With iNat down for about an hour, I thought I’d share this neat graphic @loarie made a few weeks ago, which shows one hour of iNat activity at around 9 am Pacific Time on October 20th.
The lines are IDs which were added during that hour, originating at the IP address of the identifier (with the location obscured a bit) and going to the observation’s public location. The dots are observations added during that hour, so the lines and dots won’t necessarily line up. Pretty cool!
Very, very cool! I’m surprised there were so many more new identifications than new
observations; were the identifications made by the observer counted as new identifications? Even if that’s true, there were still more IDs made than observations, which means for at least that one hour, we crazy identifiers were gaining on the backlog!
That is amazing to see those dynamics of IDs to observations! Would there be another figure showing the other side of the planet (Asia) ? Or, does the figure rotate?
It’s really very, very nice to see the global interactions.
Cool graphic! It had me confused for a second, thinking huh this doesn’t look like planet Earth unless it’s a timewarp back to Pangaea or something. Until it clicked that the blue were the continents, not the oceans. Just sharing so y’all can have a laugh at me, too. LOL
It was night in Asia during this hour so there wasn’t much activity on that side of the globe, but it would be cool to make one during daylight hours there. The image doesn’t rotate.

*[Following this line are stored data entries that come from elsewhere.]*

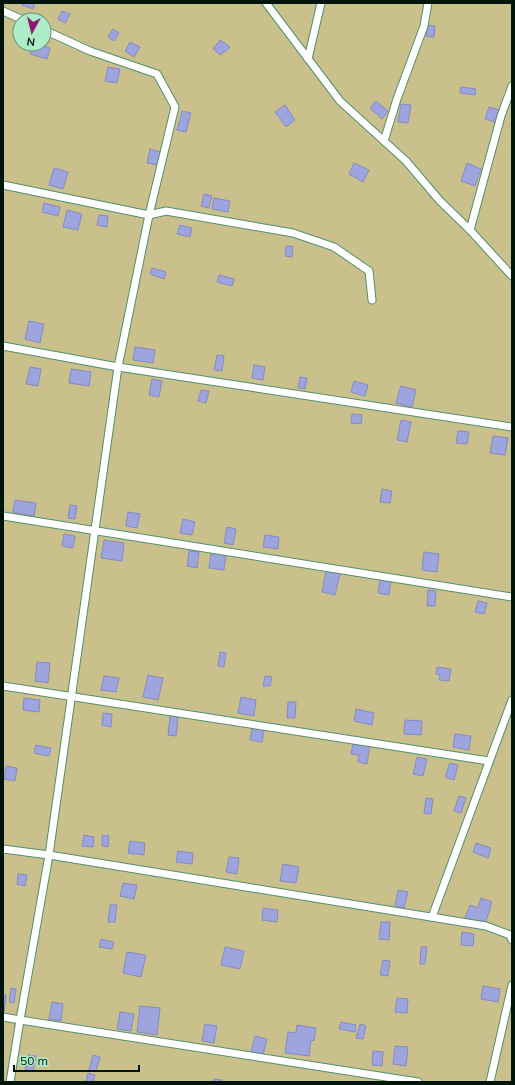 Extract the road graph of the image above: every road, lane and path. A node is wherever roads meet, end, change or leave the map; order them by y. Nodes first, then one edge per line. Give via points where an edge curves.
1 (266, 3) edge
2 (320, 3) edge
3 (428, 3) edge
4 (52, 34) edge
5 (308, 58) junction
6 (512, 86) edge
7 (384, 141) junction
8 (3, 185) edge
9 (149, 215) junction
10 (470, 230) junction
11 (512, 276) edge
12 (372, 300) dead end
13 (3, 346) edge
14 (118, 367) junction
15 (512, 427) edge
16 (3, 516) edge
17 (95, 530) junction
18 (512, 597) edge
19 (3, 686) edge
20 (72, 696) junction
21 (512, 700) edge
22 (489, 761) junction
23 (3, 848) edge
24 (49, 855) junction
25 (432, 917) junction
26 (512, 940) edge
27 (512, 985) edge
28 (3, 1017) edge
29 (20, 1020) junction
30 (10, 1082) edge
31 (418, 1082) edge
32 (490, 1082) edge

1 - 5 lane
2 - 5 lane
3 - 7 lane via 424,26
4 - 9 lane via 90,51 157,74 175,108
5 - 7 lane via 340,101
6 - 10 lane via 501,116
7 - 10 lane
8 - 9 lane
9 - 12 lane via 166,211 293,233 334,247 369,271
9 - 14 lane
10 - 11 lane
13 - 14 lane
14 - 15 lane
14 - 17 lane
16 - 17 lane
17 - 18 lane
17 - 20 lane
19 - 20 lane
20 - 22 lane
20 - 24 lane
21 - 22 lane
22 - 25 lane
23 - 24 lane
24 - 25 lane
24 - 29 lane
25 - 26 lane via 486,926 510,935
27 - 32 lane
28 - 29 lane
29 - 30 lane
29 - 31 lane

If there’s going to be one for the other side of the world, please make sure Australia is nicely visible, as well as Asia!
I always liked graphics like that :)
Have a very good weekend, from a rather wet south-eastern Australia!
Waving back from Cape Town - where our lights were ON when this hour was captured. Can’t iNat during loadshedding, we get lost in the Atlantic Ocean as we head to California.
I’ve never quite understood why people spend their time agreeing with Research Grade observations. I can see it for experts on obscure taxa (fungi, beetles, whatever those marine inverts are that I have no clue about), but for, say, a good photo of an obvious adult American Robin? Is it just a sense of self-importance? Essentially, just saying, “I was here.” When I think of the millions of non-Research Grade but perfectly identifiable observations out there, I think: we could use some help over here, people.
People have explained on an earlier thread - some like to add an ID as their way of recording - seen this one - if they focus on reviewing all obs of That species
I might add a third ID to Research Grade if both people seem new, and might be simply accepting the iNat suggestion and then agreeing.
But I choose to work thru Unknown or Needs ID myself.
Ah, that makes sense for people to be making a mark, so to speak, that they have reviewed that observation. Ditto adding a third ID if it seems as though people are blindly accepting what iNat suggests.
But I’m with you in terms of concentrating on the Unknowns and Needs ID.
I think we all want this to a permanent feature active in real time, rotating (but user perspective adjustable) and showing what’s in light and what’s in shadow. Can you devote an ungodly amount of server resources to make this happen? ;-)
There appear to be cultural differences as well. To pick up your earlier example, if I post a clear picture of an American robin, it quickly gets a confirming ID to reach RG, drops out of the needs ID pool, and that’s it. If I post a picture of a European robin, it keeps accumulating more IDs. I have observations of plants from Germany that have more IDs than any of my North American birds. So it seems identifiers over there are more prone to adding IDs to RG observations than identifiers over here in the US.
I was really hoping to be able to point at a line and go “hey that’s me!!” but on that day I chose to identify a whole bunch at 4am (8 hours too early) and a few at 2pm (2 hours too late)… fricken insomnia
Here’s a spinning version https://inaturalist.github.io/globe/
its made with 10m of data (was pretty slow at least on my browser with an hour’s worth of data) from around noon PST Nov 8. The identifier locations continue to be obscured a bit.